Consumer spending in supermarkets soars over the last ten years
A new study has shown that 58p of every £1 spent by shoppers goes to supermarkets as they continue to expand their non-food offering. The figure is up from 46p ten years ago.
The Payment Council’s latest report, The Way We Pay, shows that spending in furniture and homeware shops fell by almost half in the last ten years while newsagents lost nearly a fifth of their trade. In addition, spending in DIY stores is down by nearly half while the amount spent on petrol in supermarkets has almost tripled.
Clothing shops bucked the trend and increased their share of shopping spend by more than two thirds, but still only accounted for 3% of retail purchases.

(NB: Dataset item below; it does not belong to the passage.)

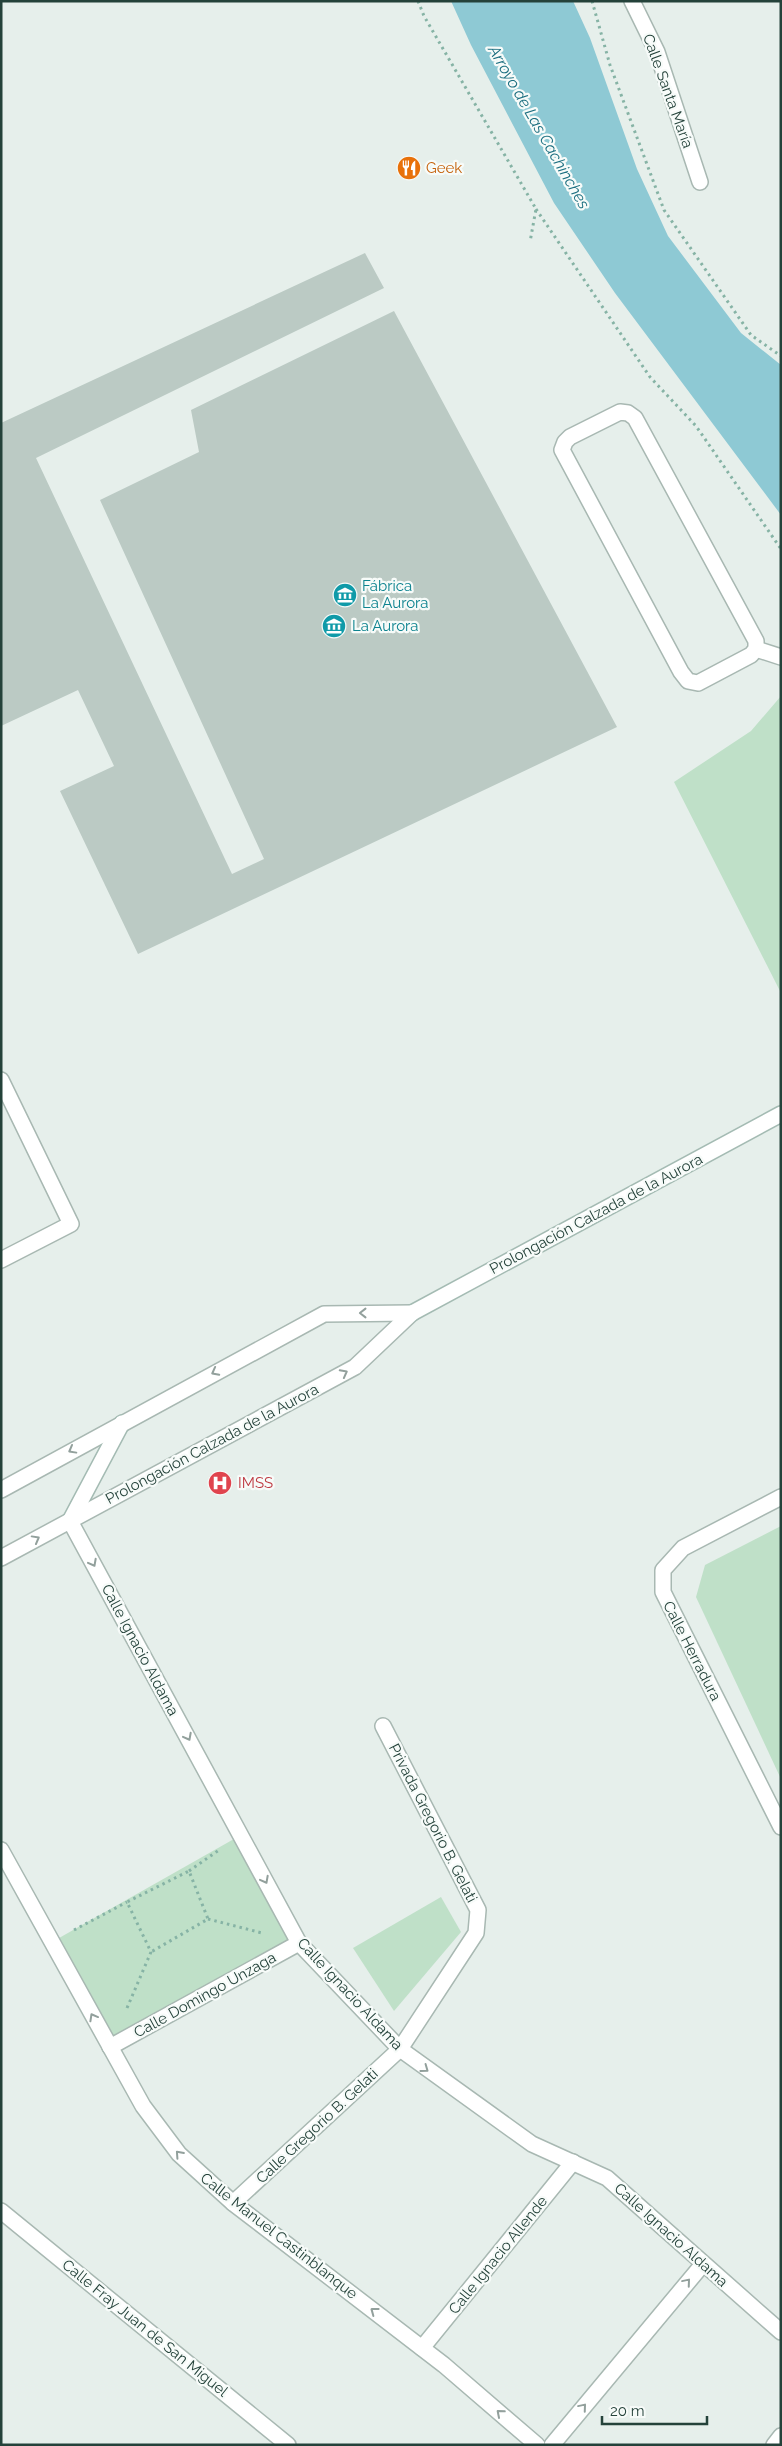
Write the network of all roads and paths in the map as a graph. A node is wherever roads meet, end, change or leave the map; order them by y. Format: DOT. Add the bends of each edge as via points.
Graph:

The study also found that entertainment spending has risen by over 60%, outstripping the growth in consumer spending by over a quarter. The amount spent by consumers in restaurants and cafés has more than doubled in the last ten years, increasing by 102%, while spending on cinemas rose 63%.
UK consumers spent a total of £58 billion on entertainment last year, outstripping the £34 billion spent on gas and electricity.
The way consumers pay for goods and services also changed dramatically in the period with cheque usage continuing to fall and halving every five years.
Only 43% of retail spending by value was via notes and coins with debit card spending rising almost fourfold since 2001. Although three out of five of one-off payments are now small cash transactions, the use of cash is expected to fall by 1% by 2021 as consumers adopt new payment technologies such as contactless payments.
Adrian Kamellard, chief executive of the Payments Council said: "The 2000s were the decade of the debit card. The 2010s are likely to be the decade of the mobile phone. Just as we can’t imagine how we ever did without the internet, many people will soon wonder how we used to be so dependent on cash and cheque. Twenty years from now even cards may seem archaic.
"The quiet revolution in payments has enabled the creation of whole new industries such as e-shopping, it has changed our behaviour, and it has reduced transaction costs, and increased the speed and efficiency with which we can all pay each other.
"The next ten years will see even faster change. It’s easy to imagine a future where we merely pat our pockets for our keys and phone. The wallet could become a historical curiosity."